— EXTRACTED INFORMATION —

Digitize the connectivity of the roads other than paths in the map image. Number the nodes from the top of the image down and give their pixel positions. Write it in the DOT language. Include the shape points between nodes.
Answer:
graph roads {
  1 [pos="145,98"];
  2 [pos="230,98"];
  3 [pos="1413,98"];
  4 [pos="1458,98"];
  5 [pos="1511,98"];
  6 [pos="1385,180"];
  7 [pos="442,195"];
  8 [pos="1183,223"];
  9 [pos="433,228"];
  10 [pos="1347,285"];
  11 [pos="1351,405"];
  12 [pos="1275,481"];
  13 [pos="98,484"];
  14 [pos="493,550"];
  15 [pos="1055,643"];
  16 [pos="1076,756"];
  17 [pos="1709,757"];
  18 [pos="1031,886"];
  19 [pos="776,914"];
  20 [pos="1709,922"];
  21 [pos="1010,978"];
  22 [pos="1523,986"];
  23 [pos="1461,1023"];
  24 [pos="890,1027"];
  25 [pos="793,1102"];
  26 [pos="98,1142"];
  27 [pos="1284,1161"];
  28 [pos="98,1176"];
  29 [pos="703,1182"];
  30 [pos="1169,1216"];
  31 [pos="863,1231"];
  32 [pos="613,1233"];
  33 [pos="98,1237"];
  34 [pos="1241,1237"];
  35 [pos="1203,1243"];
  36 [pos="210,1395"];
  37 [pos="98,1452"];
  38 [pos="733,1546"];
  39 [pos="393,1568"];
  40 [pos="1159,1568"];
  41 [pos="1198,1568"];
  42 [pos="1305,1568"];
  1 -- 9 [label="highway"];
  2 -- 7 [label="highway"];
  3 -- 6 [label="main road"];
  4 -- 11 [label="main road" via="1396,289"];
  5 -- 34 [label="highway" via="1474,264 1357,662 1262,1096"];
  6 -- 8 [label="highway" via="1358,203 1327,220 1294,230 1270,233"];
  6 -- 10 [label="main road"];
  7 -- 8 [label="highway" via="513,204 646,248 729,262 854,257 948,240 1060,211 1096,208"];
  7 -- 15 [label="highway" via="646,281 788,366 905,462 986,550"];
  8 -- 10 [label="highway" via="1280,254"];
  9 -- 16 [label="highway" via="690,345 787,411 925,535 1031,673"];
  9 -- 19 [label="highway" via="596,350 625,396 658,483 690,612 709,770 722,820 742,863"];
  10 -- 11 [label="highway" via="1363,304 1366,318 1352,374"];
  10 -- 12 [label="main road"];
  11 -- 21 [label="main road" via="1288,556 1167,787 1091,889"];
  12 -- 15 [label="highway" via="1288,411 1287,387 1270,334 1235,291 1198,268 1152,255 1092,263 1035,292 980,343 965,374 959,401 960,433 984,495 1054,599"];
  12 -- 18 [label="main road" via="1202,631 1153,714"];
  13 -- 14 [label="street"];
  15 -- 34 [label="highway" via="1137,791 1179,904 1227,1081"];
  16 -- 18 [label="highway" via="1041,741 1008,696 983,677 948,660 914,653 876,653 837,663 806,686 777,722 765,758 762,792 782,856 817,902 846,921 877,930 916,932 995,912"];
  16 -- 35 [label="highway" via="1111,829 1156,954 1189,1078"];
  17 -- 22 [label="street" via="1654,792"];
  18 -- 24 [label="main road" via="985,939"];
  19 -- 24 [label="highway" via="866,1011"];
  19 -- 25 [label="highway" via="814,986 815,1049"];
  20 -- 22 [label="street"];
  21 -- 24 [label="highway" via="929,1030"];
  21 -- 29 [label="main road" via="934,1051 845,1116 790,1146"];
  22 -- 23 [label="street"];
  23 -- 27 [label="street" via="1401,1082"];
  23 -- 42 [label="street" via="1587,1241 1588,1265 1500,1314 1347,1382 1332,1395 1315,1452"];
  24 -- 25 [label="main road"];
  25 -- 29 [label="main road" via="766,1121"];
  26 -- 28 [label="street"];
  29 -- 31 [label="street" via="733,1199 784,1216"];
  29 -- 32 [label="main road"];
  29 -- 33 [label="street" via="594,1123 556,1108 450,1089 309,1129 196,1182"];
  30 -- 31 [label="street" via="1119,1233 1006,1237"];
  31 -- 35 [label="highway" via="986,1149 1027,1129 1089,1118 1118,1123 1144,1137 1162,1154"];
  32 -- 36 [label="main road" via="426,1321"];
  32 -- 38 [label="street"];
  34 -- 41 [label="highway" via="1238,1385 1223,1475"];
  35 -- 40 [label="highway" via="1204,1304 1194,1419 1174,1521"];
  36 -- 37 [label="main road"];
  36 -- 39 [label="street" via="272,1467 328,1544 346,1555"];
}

— EXERCISE PROMPT —
Copy the records above exactly, leaving nothing out.

— ANSWER AREA —
Digitize the connectivity of the roads other than paths in the map image. Number the nodes from the top of the image down and give their pixel positions. Write it in the DOT language. Include the shape points between nodes.
Answer:
graph roads {
  1 [pos="145,98"];
  2 [pos="230,98"];
  3 [pos="1413,98"];
  4 [pos="1458,98"];
  5 [pos="1511,98"];
  6 [pos="1385,180"];
  7 [pos="442,195"];
  8 [pos="1183,223"];
  9 [pos="433,228"];
  10 [pos="1347,285"];
  11 [pos="1351,405"];
  12 [pos="1275,481"];
  13 [pos="98,484"];
  14 [pos="493,550"];
  15 [pos="1055,643"];
  16 [pos="1076,756"];
  17 [pos="1709,757"];
  18 [pos="1031,886"];
  19 [pos="776,914"];
  20 [pos="1709,922"];
  21 [pos="1010,978"];
  22 [pos="1523,986"];
  23 [pos="1461,1023"];
  24 [pos="890,1027"];
  25 [pos="793,1102"];
  26 [pos="98,1142"];
  27 [pos="1284,1161"];
  28 [pos="98,1176"];
  29 [pos="703,1182"];
  30 [pos="1169,1216"];
  31 [pos="863,1231"];
  32 [pos="613,1233"];
  33 [pos="98,1237"];
  34 [pos="1241,1237"];
  35 [pos="1203,1243"];
  36 [pos="210,1395"];
  37 [pos="98,1452"];
  38 [pos="733,1546"];
  39 [pos="393,1568"];
  40 [pos="1159,1568"];
  41 [pos="1198,1568"];
  42 [pos="1305,1568"];
  1 -- 9 [label="highway"];
  2 -- 7 [label="highway"];
  3 -- 6 [label="main road"];
  4 -- 11 [label="main road" via="1396,289"];
  5 -- 34 [label="highway" via="1474,264 1357,662 1262,1096"];
  6 -- 8 [label="highway" via="1358,203 1327,220 1294,230 1270,233"];
  6 -- 10 [label="main road"];
  7 -- 8 [label="highway" via="513,204 646,248 729,262 854,257 948,240 1060,211 1096,208"];
  7 -- 15 [label="highway" via="646,281 788,366 905,462 986,550"];
  8 -- 10 [label="highway" via="1280,254"];
  9 -- 16 [label="highway" via="690,345 787,411 925,535 1031,673"];
  9 -- 19 [label="highway" via="596,350 625,396 658,483 690,612 709,770 722,820 742,863"];
  10 -- 11 [label="highway" via="1363,304 1366,318 1352,374"];
  10 -- 12 [label="main road"];
  11 -- 21 [label="main road" via="1288,556 1167,787 1091,889"];
  12 -- 15 [label="highway" via="1288,411 1287,387 1270,334 1235,291 1198,268 1152,255 1092,263 1035,292 980,343 965,374 959,401 960,433 984,495 1054,599"];
  12 -- 18 [label="main road" via="1202,631 1153,714"];
  13 -- 14 [label="street"];
  15 -- 34 [label="highway" via="1137,791 1179,904 1227,1081"];
  16 -- 18 [label="highway" via="1041,741 1008,696 983,677 948,660 914,653 876,653 837,663 806,686 777,722 765,758 762,792 782,856 817,902 846,921 877,930 916,932 995,912"];
  16 -- 35 [label="highway" via="1111,829 1156,954 1189,1078"];
  17 -- 22 [label="street" via="1654,792"];
  18 -- 24 [label="main road" via="985,939"];
  19 -- 24 [label="highway" via="866,1011"];
  19 -- 25 [label="highway" via="814,986 815,1049"];
  20 -- 22 [label="street"];
  21 -- 24 [label="highway" via="929,1030"];
  21 -- 29 [label="main road" via="934,1051 845,1116 790,1146"];
  22 -- 23 [label="street"];
  23 -- 27 [label="street" via="1401,1082"];
  23 -- 42 [label="street" via="1587,1241 1588,1265 1500,1314 1347,1382 1332,1395 1315,1452"];
  24 -- 25 [label="main road"];
  25 -- 29 [label="main road" via="766,1121"];
  26 -- 28 [label="street"];
  29 -- 31 [label="street" via="733,1199 784,1216"];
  29 -- 32 [label="main road"];
  29 -- 33 [label="street" via="594,1123 556,1108 450,1089 309,1129 196,1182"];
  30 -- 31 [label="street" via="1119,1233 1006,1237"];
  31 -- 35 [label="highway" via="986,1149 1027,1129 1089,1118 1118,1123 1144,1137 1162,1154"];
  32 -- 36 [label="main road" via="426,1321"];
  32 -- 38 [label="street"];
  34 -- 41 [label="highway" via="1238,1385 1223,1475"];
  35 -- 40 [label="highway" via="1204,1304 1194,1419 1174,1521"];
  36 -- 37 [label="main road"];
  36 -- 39 [label="street" via="272,1467 328,1544 346,1555"];
}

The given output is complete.